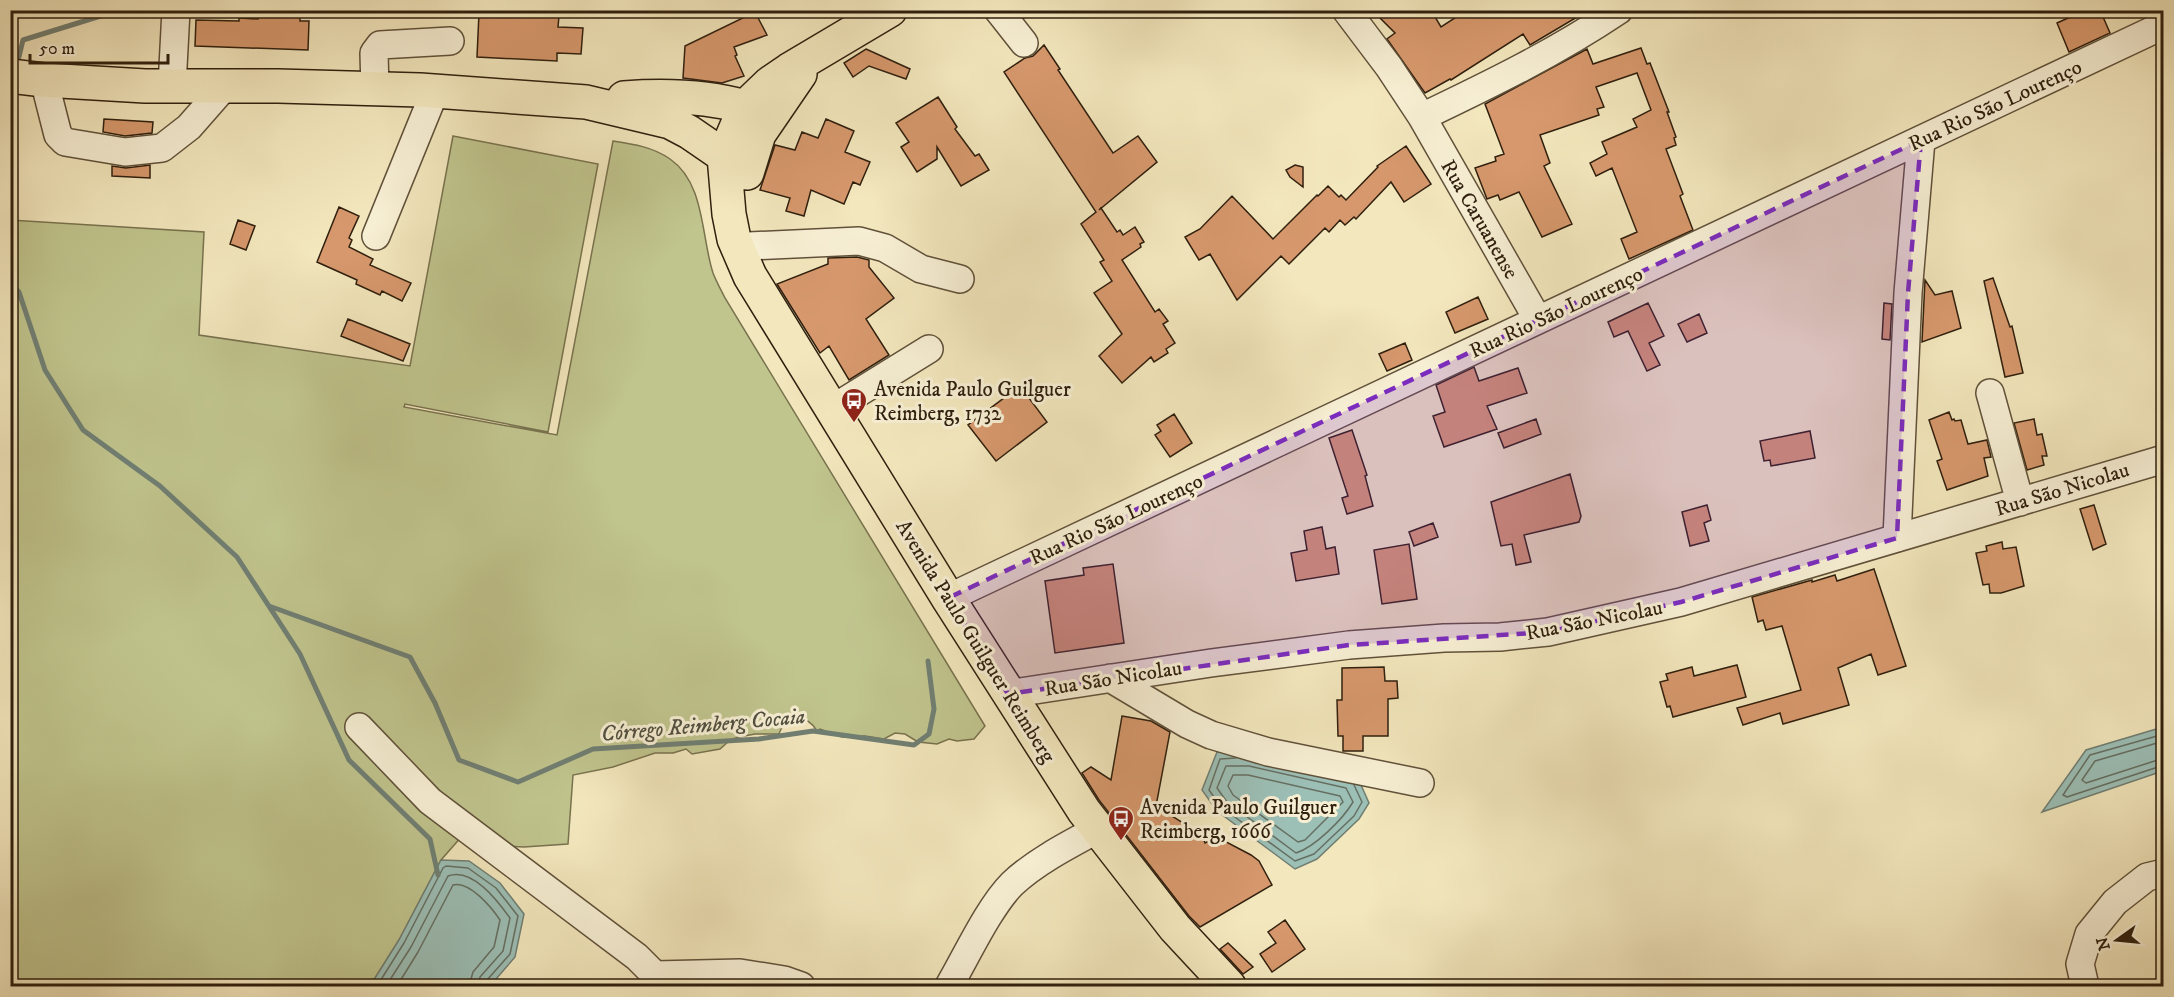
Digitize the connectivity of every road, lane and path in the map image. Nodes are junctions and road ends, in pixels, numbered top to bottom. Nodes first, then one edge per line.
1 (176, 10) edge
2 (890, 10) edge
3 (998, 10) edge
4 (1346, 10) edge
5 (1618, 10) edge
6 (2163, 25) edge
7 (450, 41) dead end
8 (1024, 43) dead end
9 (27, 78) edge
10 (172, 86) junction
11 (225, 86) junction
12 (375, 89) junction
13 (435, 91) junction
14 (586, 102) junction
15 (1422, 117) junction
16 (1921, 140) junction
17 (734, 145) junction
18 (376, 236) dead end
19 (749, 261) junction
20 (960, 279) dead end
21 (1538, 320) junction
22 (928, 349) dead end
23 (1990, 393) dead end
24 (832, 409) junction
25 (2163, 459) edge
26 (2020, 502) junction
27 (1897, 538) junction
28 (948, 598) junction
29 (1110, 678) junction
30 (1008, 694) junction
31 (359, 727) dead end
32 (1420, 783) dead end
33 (1098, 829) junction
34 (2163, 873) edge
35 (649, 981) edge
36 (801, 987) edge
37 (949, 987) edge
38 (1229, 987) edge
39 (2085, 987) edge

1 - 10 street
2 - 17 main road
3 - 8 street
4 - 15 street, Rua Caruanense
5 - 15 street
6 - 16 street, Rua Rio São Lourenço
7 - 12 street
9 - 10 main road
9 - 11 street
10 - 11 main road
11 - 12 main road
12 - 13 main road
13 - 14 main road
13 - 18 street
14 - 17 main road
14 - 17 main road
15 - 21 street, Rua Caruanense
16 - 21 street, Rua Rio São Lourenço
16 - 27 street
17 - 19 main road, Avenida Paulo Guilguer Reimberg
19 - 20 street
19 - 24 main road, Avenida Paulo Guilguer Reimberg
21 - 28 street, Rua Rio São Lourenço
22 - 24 street
23 - 26 street
24 - 28 main road, Avenida Paulo Guilguer Reimberg
25 - 26 street, Rua São Nicolau
26 - 27 street, Rua São Nicolau
27 - 29 street, Rua São Nicolau
28 - 30 main road, Avenida Paulo Guilguer Reimberg
29 - 30 street, Rua São Nicolau
29 - 32 street
30 - 33 main road, Avenida Paulo Guilguer Reimberg
31 - 35 street
33 - 37 street
33 - 38 main road, Avenida Paulo Guilguer Reimberg
34 - 39 street
35 - 36 street

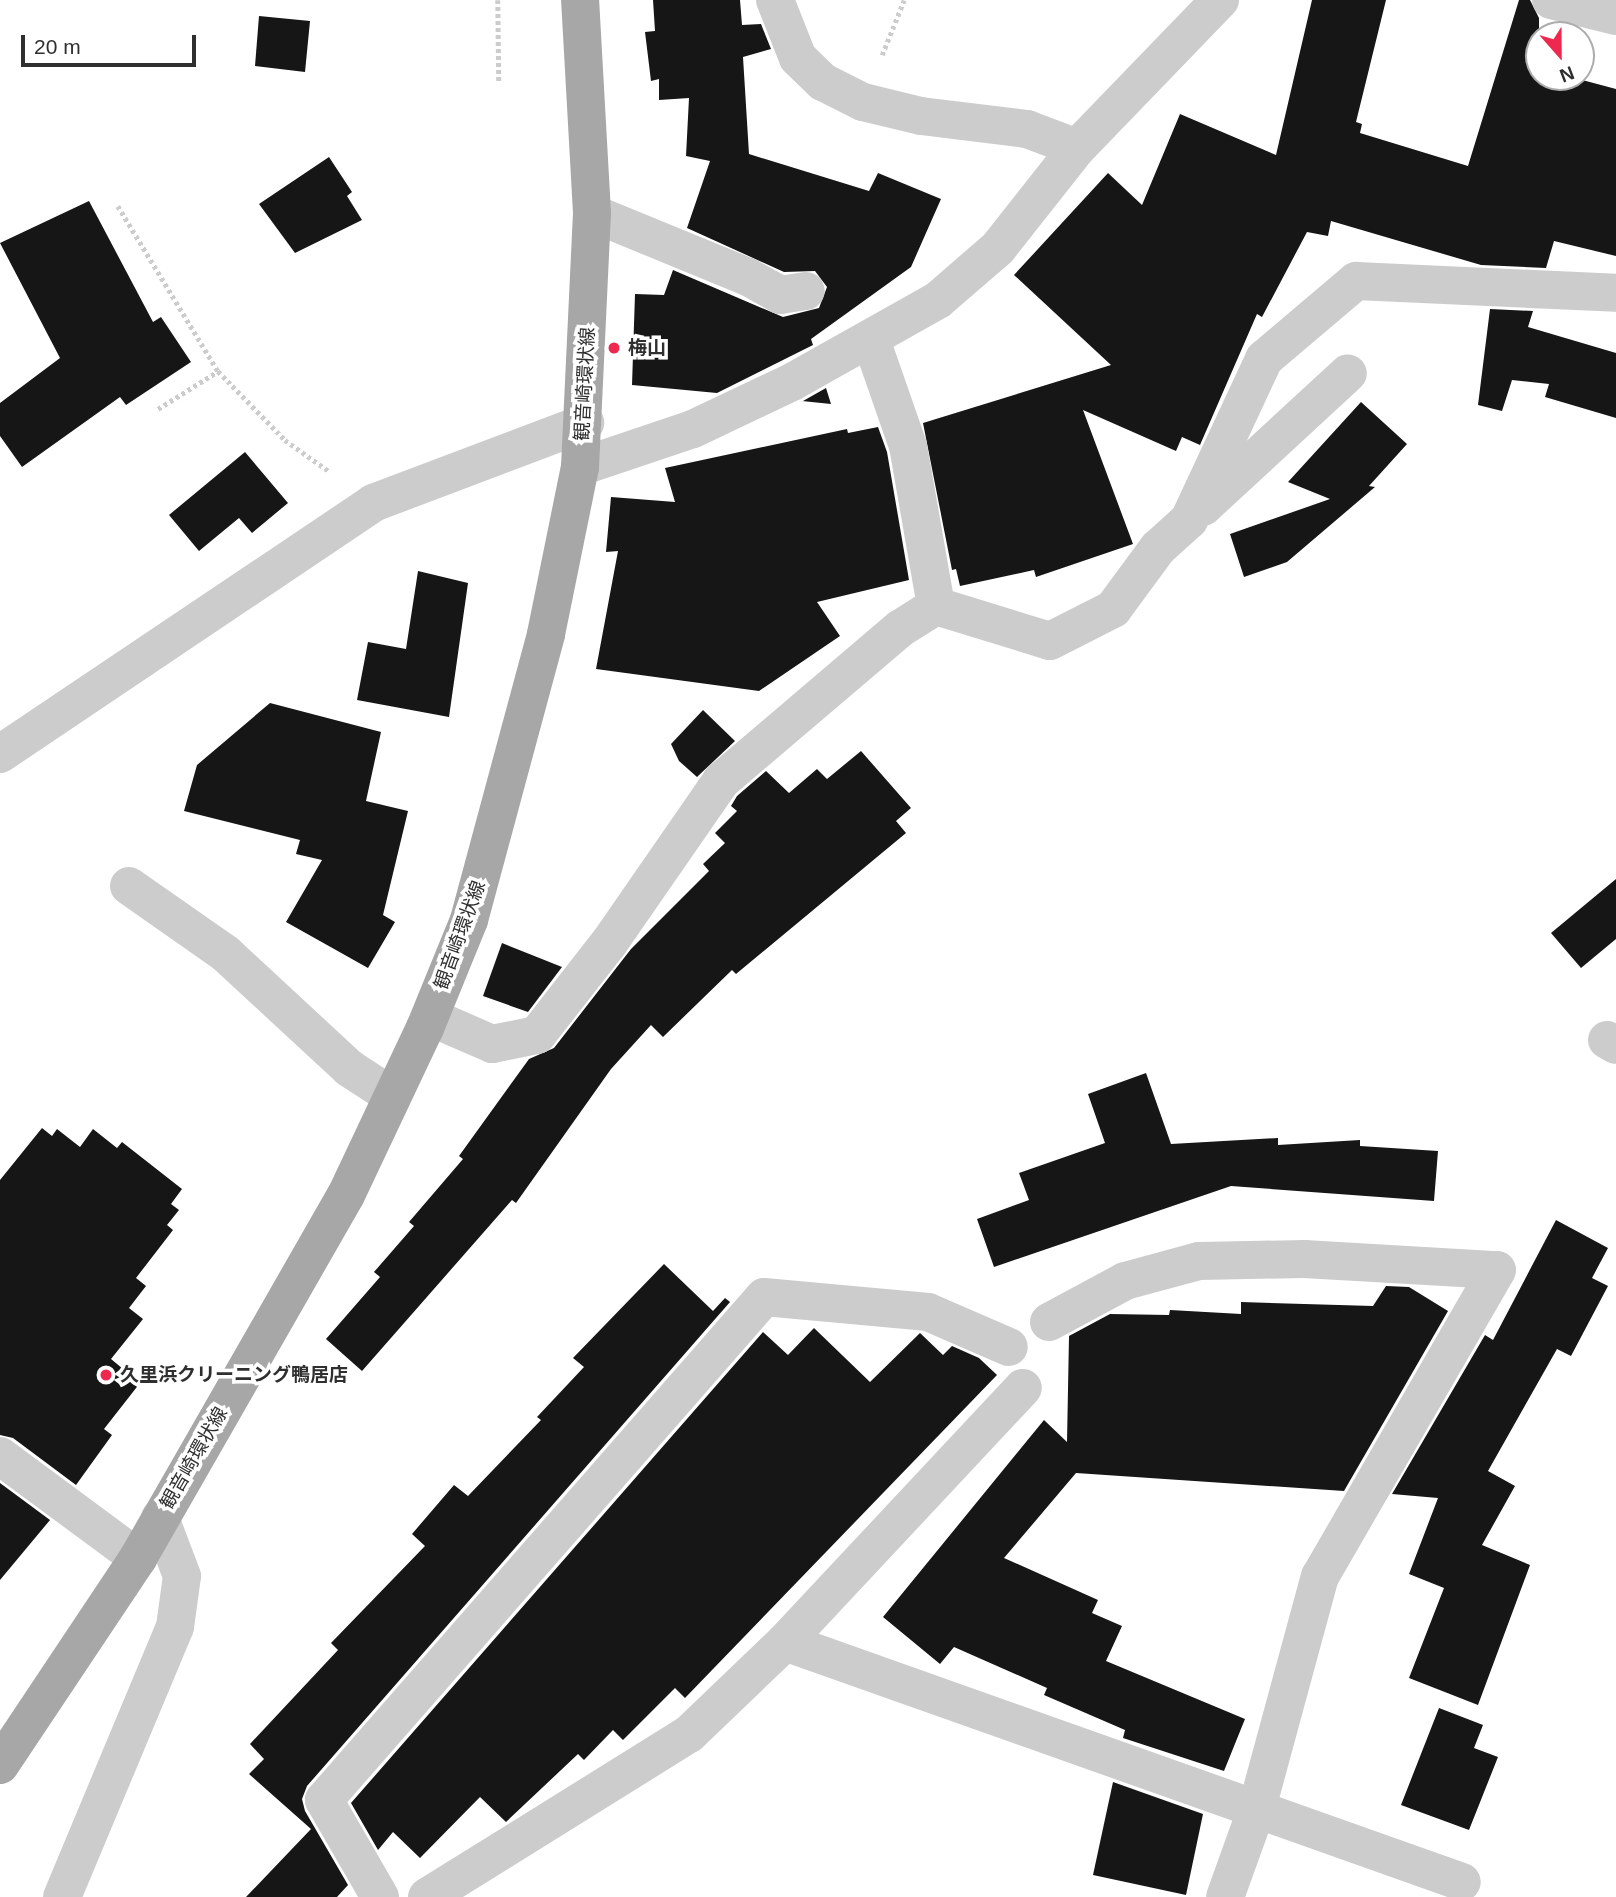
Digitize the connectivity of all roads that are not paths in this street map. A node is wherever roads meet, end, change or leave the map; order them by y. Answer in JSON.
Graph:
{"nodes":[{"id":1,"x":580,"y":0,"type":"edge"},
{"id":2,"x":775,"y":0,"type":"edge"},
{"id":3,"x":1220,"y":0,"type":"edge"},
{"id":4,"x":1551,"y":0,"type":"edge"},
{"id":5,"x":1616,"y":16,"type":"edge"},
{"id":6,"x":1077,"y":148,"type":"junction"},
{"id":7,"x":593,"y":213,"type":"junction"},
{"id":8,"x":806,"y":291,"type":"dead end"},
{"id":9,"x":1616,"y":293,"type":"edge"},
{"id":10,"x":871,"y":340,"type":"junction"},
{"id":11,"x":1348,"y":373,"type":"dead end"},
{"id":12,"x":585,"y":423,"type":"junction"},
{"id":13,"x":580,"y":467,"type":"junction"},
{"id":14,"x":1189,"y":520,"type":"junction"},
{"id":15,"x":936,"y":606,"type":"junction"},
{"id":16,"x":0,"y":754,"type":"edge"},
{"id":17,"x":129,"y":886,"type":"dead end"},
{"id":18,"x":430,"y":1017,"type":"junction"},
{"id":19,"x":392,"y":1096,"type":"junction"},
{"id":20,"x":1049,"y":1322,"type":"dead end"},
{"id":21,"x":1009,"y":1347,"type":"dead end"},
{"id":22,"x":1023,"y":1388,"type":"dead end"},
{"id":23,"x":0,"y":1456,"type":"edge"},
{"id":24,"x":160,"y":1518,"type":"junction"},
{"id":25,"x":138,"y":1558,"type":"junction"},
{"id":26,"x":785,"y":1642,"type":"junction"},
{"id":27,"x":0,"y":1765,"type":"edge"},
{"id":28,"x":1256,"y":1811,"type":"junction"},
{"id":29,"x":1442,"y":1884,"type":"edge"},
{"id":30,"x":62,"y":1897,"type":"edge"},
{"id":31,"x":380,"y":1897,"type":"edge"},
{"id":32,"x":427,"y":1897,"type":"edge"},
{"id":33,"x":1225,"y":1897,"type":"edge"}],
"edges":[{"from":1,"to":7,"type":"main road","name":"観音崎環状線"},
{"from":2,"to":6,"type":"street"},
{"from":3,"to":6,"type":"street"},
{"from":4,"to":5,"type":"street"},
{"from":6,"to":10,"type":"street"},
{"from":7,"to":8,"type":"street"},
{"from":7,"to":12,"type":"main road","name":"観音崎環状線"},
{"from":9,"to":14,"type":"street"},
{"from":10,"to":13,"type":"street"},
{"from":10,"to":15,"type":"street"},
{"from":11,"to":14,"type":"street"},
{"from":12,"to":13,"type":"main road","name":"観音崎環状線"},
{"from":12,"to":16,"type":"street"},
{"from":13,"to":18,"type":"main road","name":"観音崎環状線"},
{"from":14,"to":15,"type":"street"},
{"from":15,"to":18,"type":"street"},
{"from":17,"to":19,"type":"street"},
{"from":18,"to":19,"type":"main road","name":"観音崎環状線"},
{"from":19,"to":24,"type":"main road","name":"観音崎環状線"},
{"from":20,"to":28,"type":"street"},
{"from":21,"to":31,"type":"street"},
{"from":22,"to":26,"type":"street"},
{"from":23,"to":25,"type":"street"},
{"from":24,"to":25,"type":"main road","name":"観音崎環状線"},
{"from":24,"to":30,"type":"street"},
{"from":25,"to":27,"type":"main road","name":"観音崎環状線"},
{"from":26,"to":28,"type":"street"},
{"from":26,"to":32,"type":"street"},
{"from":28,"to":29,"type":"street"},
{"from":28,"to":33,"type":"street"}]}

> _What you will do_
All entries are to be duplicated exactly, with the pictures left out.

> _Response to this exercise_
Digitize the connectivity of every road, lane and path in the map image. Nodes are junctions and road ends, in pixels, numbered top to bottom. Nodes first, then one edge per line.
1 (176, 10) edge
2 (890, 10) edge
3 (998, 10) edge
4 (1346, 10) edge
5 (1618, 10) edge
6 (2163, 25) edge
7 (450, 41) dead end
8 (1024, 43) dead end
9 (27, 78) edge
10 (172, 86) junction
11 (225, 86) junction
12 (375, 89) junction
13 (435, 91) junction
14 (586, 102) junction
15 (1422, 117) junction
16 (1921, 140) junction
17 (734, 145) junction
18 (376, 236) dead end
19 (749, 261) junction
20 (960, 279) dead end
21 (1538, 320) junction
22 (928, 349) dead end
23 (1990, 393) dead end
24 (832, 409) junction
25 (2163, 459) edge
26 (2020, 502) junction
27 (1897, 538) junction
28 (948, 598) junction
29 (1110, 678) junction
30 (1008, 694) junction
31 (359, 727) dead end
32 (1420, 783) dead end
33 (1098, 829) junction
34 (2163, 873) edge
35 (649, 981) edge
36 (801, 987) edge
37 (949, 987) edge
38 (1229, 987) edge
39 (2085, 987) edge

1 - 10 street
2 - 17 main road
3 - 8 street
4 - 15 street, Rua Caruanense
5 - 15 street
6 - 16 street, Rua Rio São Lourenço
7 - 12 street
9 - 10 main road
9 - 11 street
10 - 11 main road
11 - 12 main road
12 - 13 main road
13 - 14 main road
13 - 18 street
14 - 17 main road
14 - 17 main road
15 - 21 street, Rua Caruanense
16 - 21 street, Rua Rio São Lourenço
16 - 27 street
17 - 19 main road, Avenida Paulo Guilguer Reimberg
19 - 20 street
19 - 24 main road, Avenida Paulo Guilguer Reimberg
21 - 28 street, Rua Rio São Lourenço
22 - 24 street
23 - 26 street
24 - 28 main road, Avenida Paulo Guilguer Reimberg
25 - 26 street, Rua São Nicolau
26 - 27 street, Rua São Nicolau
27 - 29 street, Rua São Nicolau
28 - 30 main road, Avenida Paulo Guilguer Reimberg
29 - 30 street, Rua São Nicolau
29 - 32 street
30 - 33 main road, Avenida Paulo Guilguer Reimberg
31 - 35 street
33 - 37 street
33 - 38 main road, Avenida Paulo Guilguer Reimberg
34 - 39 street
35 - 36 street

Digitize the connectivity of all roads that are not paths in this street map. A node is wherever roads meet, end, change or leave the map; order them by y. Answer in JSON.
Graph:
{"nodes":[{"id":1,"x":580,"y":0,"type":"edge"},
{"id":2,"x":775,"y":0,"type":"edge"},
{"id":3,"x":1220,"y":0,"type":"edge"},
{"id":4,"x":1551,"y":0,"type":"edge"},
{"id":5,"x":1616,"y":16,"type":"edge"},
{"id":6,"x":1077,"y":148,"type":"junction"},
{"id":7,"x":593,"y":213,"type":"junction"},
{"id":8,"x":806,"y":291,"type":"dead end"},
{"id":9,"x":1616,"y":293,"type":"edge"},
{"id":10,"x":871,"y":340,"type":"junction"},
{"id":11,"x":1348,"y":373,"type":"dead end"},
{"id":12,"x":585,"y":423,"type":"junction"},
{"id":13,"x":580,"y":467,"type":"junction"},
{"id":14,"x":1189,"y":520,"type":"junction"},
{"id":15,"x":936,"y":606,"type":"junction"},
{"id":16,"x":0,"y":754,"type":"edge"},
{"id":17,"x":129,"y":886,"type":"dead end"},
{"id":18,"x":430,"y":1017,"type":"junction"},
{"id":19,"x":392,"y":1096,"type":"junction"},
{"id":20,"x":1049,"y":1322,"type":"dead end"},
{"id":21,"x":1009,"y":1347,"type":"dead end"},
{"id":22,"x":1023,"y":1388,"type":"dead end"},
{"id":23,"x":0,"y":1456,"type":"edge"},
{"id":24,"x":160,"y":1518,"type":"junction"},
{"id":25,"x":138,"y":1558,"type":"junction"},
{"id":26,"x":785,"y":1642,"type":"junction"},
{"id":27,"x":0,"y":1765,"type":"edge"},
{"id":28,"x":1256,"y":1811,"type":"junction"},
{"id":29,"x":1442,"y":1884,"type":"edge"},
{"id":30,"x":62,"y":1897,"type":"edge"},
{"id":31,"x":380,"y":1897,"type":"edge"},
{"id":32,"x":427,"y":1897,"type":"edge"},
{"id":33,"x":1225,"y":1897,"type":"edge"}],
"edges":[{"from":1,"to":7,"type":"main road","name":"観音崎環状線"},
{"from":2,"to":6,"type":"street"},
{"from":3,"to":6,"type":"street"},
{"from":4,"to":5,"type":"street"},
{"from":6,"to":10,"type":"street"},
{"from":7,"to":8,"type":"street"},
{"from":7,"to":12,"type":"main road","name":"観音崎環状線"},
{"from":9,"to":14,"type":"street"},
{"from":10,"to":13,"type":"street"},
{"from":10,"to":15,"type":"street"},
{"from":11,"to":14,"type":"street"},
{"from":12,"to":13,"type":"main road","name":"観音崎環状線"},
{"from":12,"to":16,"type":"street"},
{"from":13,"to":18,"type":"main road","name":"観音崎環状線"},
{"from":14,"to":15,"type":"street"},
{"from":15,"to":18,"type":"street"},
{"from":17,"to":19,"type":"street"},
{"from":18,"to":19,"type":"main road","name":"観音崎環状線"},
{"from":19,"to":24,"type":"main road","name":"観音崎環状線"},
{"from":20,"to":28,"type":"street"},
{"from":21,"to":31,"type":"street"},
{"from":22,"to":26,"type":"street"},
{"from":23,"to":25,"type":"street"},
{"from":24,"to":25,"type":"main road","name":"観音崎環状線"},
{"from":24,"to":30,"type":"street"},
{"from":25,"to":27,"type":"main road","name":"観音崎環状線"},
{"from":26,"to":28,"type":"street"},
{"from":26,"to":32,"type":"street"},
{"from":28,"to":29,"type":"street"},
{"from":28,"to":33,"type":"street"}]}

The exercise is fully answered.